Tarantulas, everyone’s favorite furry spiders, are found worldwide and inhabit all continents except Antarctica. But how did they become so widespread? Females rarely leave their burrows, spiders stay close to where they hatch, and adult males travel alone when looking for a mate.
To answer this question, researchers set out more than 100 million years ago to find the origin of the tarantula group, building a tarantula family tree based on molecular clues from existing databases of spider transcriptomes – the protein-coding part of it. genome, found in ribonucleic acid, or RNA.
After they created the tree, they mapped it to a spider fossil timeline, to estimate when – and where – tarantulas appeared and spread.

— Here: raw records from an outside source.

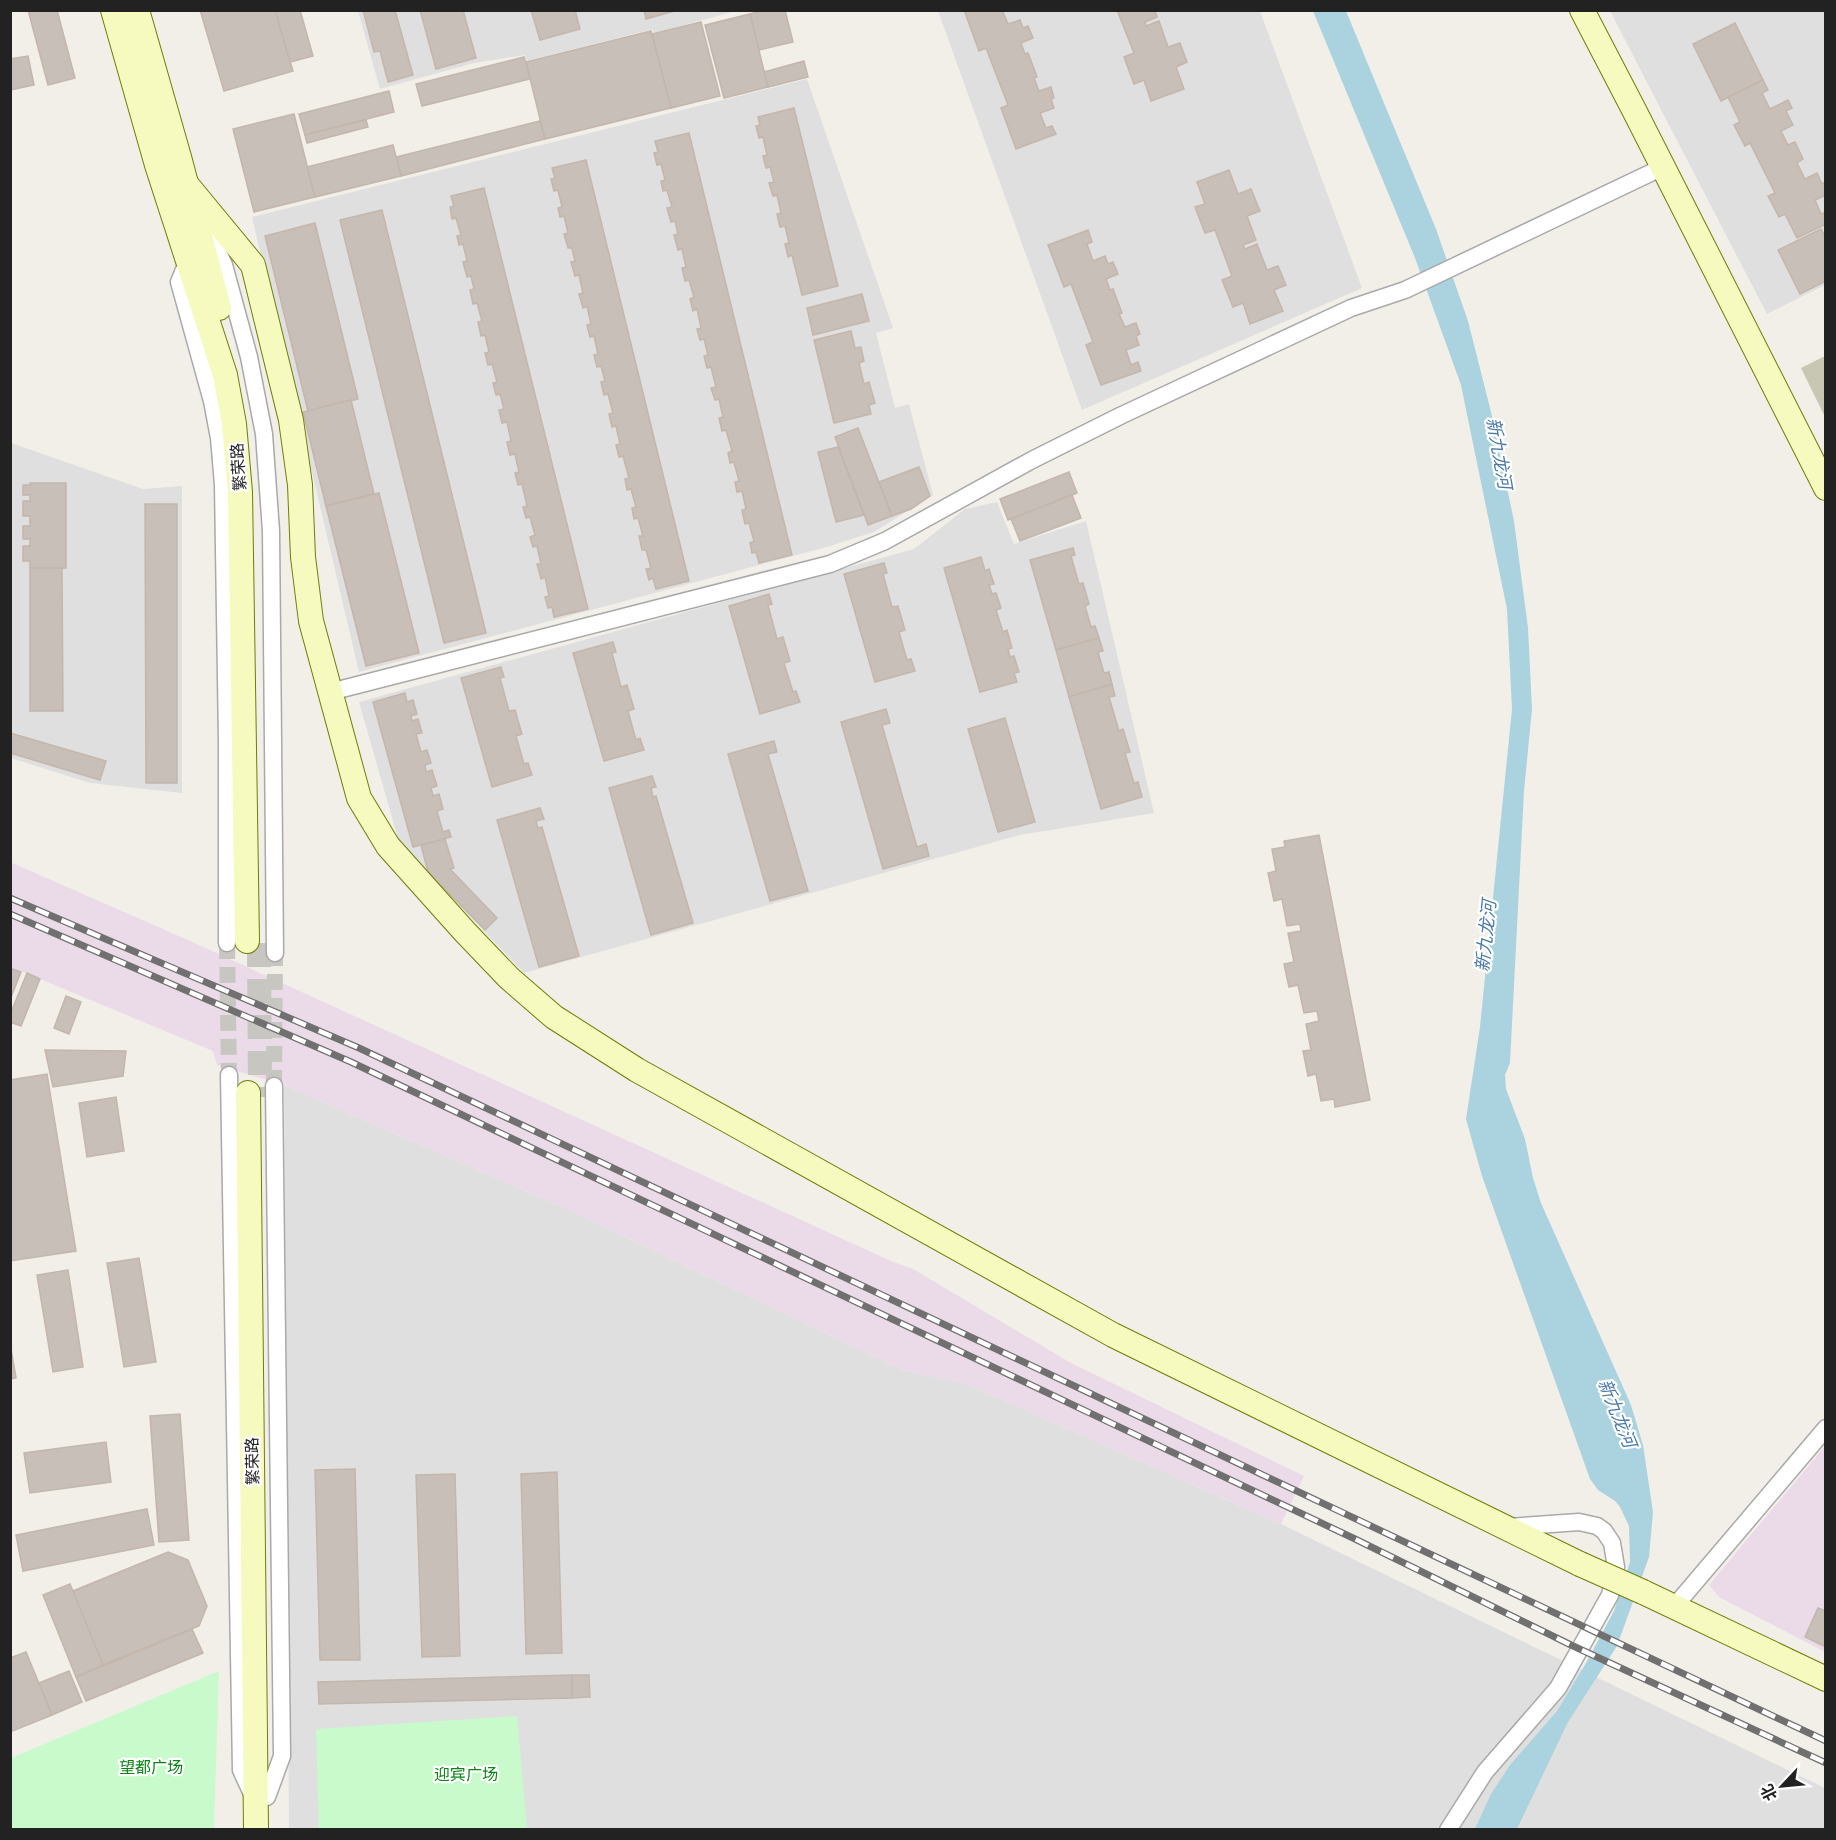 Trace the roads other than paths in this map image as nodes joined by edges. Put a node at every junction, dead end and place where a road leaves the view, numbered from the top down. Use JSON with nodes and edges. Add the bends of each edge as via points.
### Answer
{"nodes":[{"id":1,"x":113,"y":10,"type":"edge"},
{"id":2,"x":137,"y":10,"type":"edge"},
{"id":3,"x":1582,"y":10,"type":"edge"},
{"id":4,"x":1663,"y":167,"type":"junction"},
{"id":5,"x":187,"y":185,"type":"junction"},
{"id":6,"x":1826,"y":488,"type":"edge"},
{"id":7,"x":330,"y":692,"type":"junction"},
{"id":8,"x":229,"y":1075,"type":"tunnel mouth"},
{"id":9,"x":261,"y":1092,"type":"tunnel mouth"},
{"id":10,"x":1826,"y":1428,"type":"edge"},
{"id":11,"x":1506,"y":1527,"type":"junction"},
{"id":12,"x":1674,"y":1606,"type":"junction"},
{"id":13,"x":1826,"y":1679,"type":"edge"},
{"id":14,"x":262,"y":1800,"type":"junction"},
{"id":15,"x":256,"y":1830,"type":"edge"},
{"id":16,"x":268,"y":1830,"type":"edge"},
{"id":17,"x":1448,"y":1830,"type":"edge"}],
"edges":[{"from":1,"to":5,"type":"street","name":"繁荣路","via":[[157,165],[225,375],[234,424],[239,466],[252,945],[256,707],[250,465],[236,372]]},
{"from":2,"to":5,"type":"street","name":"繁荣路"},
{"from":3,"to":4,"type":"street"},
{"from":4,"to":6,"type":"street"},
{"from":4,"to":7,"type":"street","via":[[1406,290],[1351,308],[1122,415],[885,541],[840,560]]},
{"from":5,"to":7,"type":"street","via":[[253,265],[291,420],[311,621]]},
{"from":7,"to":11,"type":"street","via":[[358,798],[388,846],[509,978],[554,1017],[637,1070],[1113,1335]]},
{"from":8,"to":14,"type":"street","via":[[241,1770]]},
{"from":9,"to":14,"type":"street","name":"繁荣路"},
{"from":10,"to":12,"type":"street"},
{"from":11,"to":12,"type":"street","bridge":true},
{"from":11,"to":17,"type":"street","via":[[1579,1521],[1597,1526],[1612,1543],[1616,1568],[1610,1595],[1558,1688],[1485,1772]]},
{"from":12,"to":13,"type":"street"},
{"from":14,"to":15,"type":"street","name":"繁荣路"},
{"from":14,"to":16,"type":"street","name":"繁荣路"}]}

Related: In pictures: tarantulas show their stuff
The scientists found that tarantulas first appeared during the Cretaceous Period in what is now America. But at the time, America was part of the vast supercontinent Gondwana. Ancient tarantula relatives, even if they were now home bodies such as tarantulas, likely spread across the conjoined landmasses and spread from America to Africa, Australia, and India. Then, after Gondwana fell apart, India separated from Madagascar and collided with Asia – bringing the hairy spiders to that continent as well, the researchers reported.
There are only two known tarantula fossils, both preserved in amber: one is from Mexico and is believed to be about 16 million years old, and the other is from Myanmar and is about 100 million years old, the study authors reported. Because tarantula fossils are so rare, the researchers also collected data from related mygalomorphs – the arachnid group that includes tarantulas and other large ground-dwelling spiders – that are better represented in the fossil record than tarantulas.
After constructing a tree for tarantulas based on transcriptome data, representing 29 bird species and 18 other mygalomorphs, the scientists calibrated the tree over time using data from fossils. This allowed the researchers to calculate the ages of tarantula lines, as well as to estimate when the ancestors of modern tarantulas spread around the world.
Tarantula timeline
According to this new timeline, tarantulas first appeared in America about 120 million years ago. There, the spiders that were ancestors of the African tarantulas emerged about 112 million to 108 million years ago. About 108 million years ago, tarantulas were settled in what is now India. India separated from Madagascar between 95 million and 84 million years ago and drifted towards Asia; That slow motion collision, which began between 58 million and 35 million years ago, brought tarantulas to the Asian continent.
Before that happened, the tarantulas of India diverged into two genera with different lifestyles: one group of tarantulas was mainly arboreal and the other preferred to live in burrows. Both sexes eventually spread to Asia, but the tree group (Ornithoctoninae, also known as “Earth Tigers”) did so 20 million years after their burrowing cousins.
This second, later wave of tarantula spread to Asia suggests the spiders were able to fill ecological niches and adapt to new habitats more effectively than ever thought.
“Previously, we didn’t consider tarantulas to be good propagators,” said lead author Saoirse Foley, an evolutionary biologist at Carnegie Mellon University in Pittsburgh. said in a statement. “While continental drift certainly played a role in their history, the two Asian colonization events encourage us to rethink this story,” Foley said.
The findings were published online April 6 in the journal PeerJ.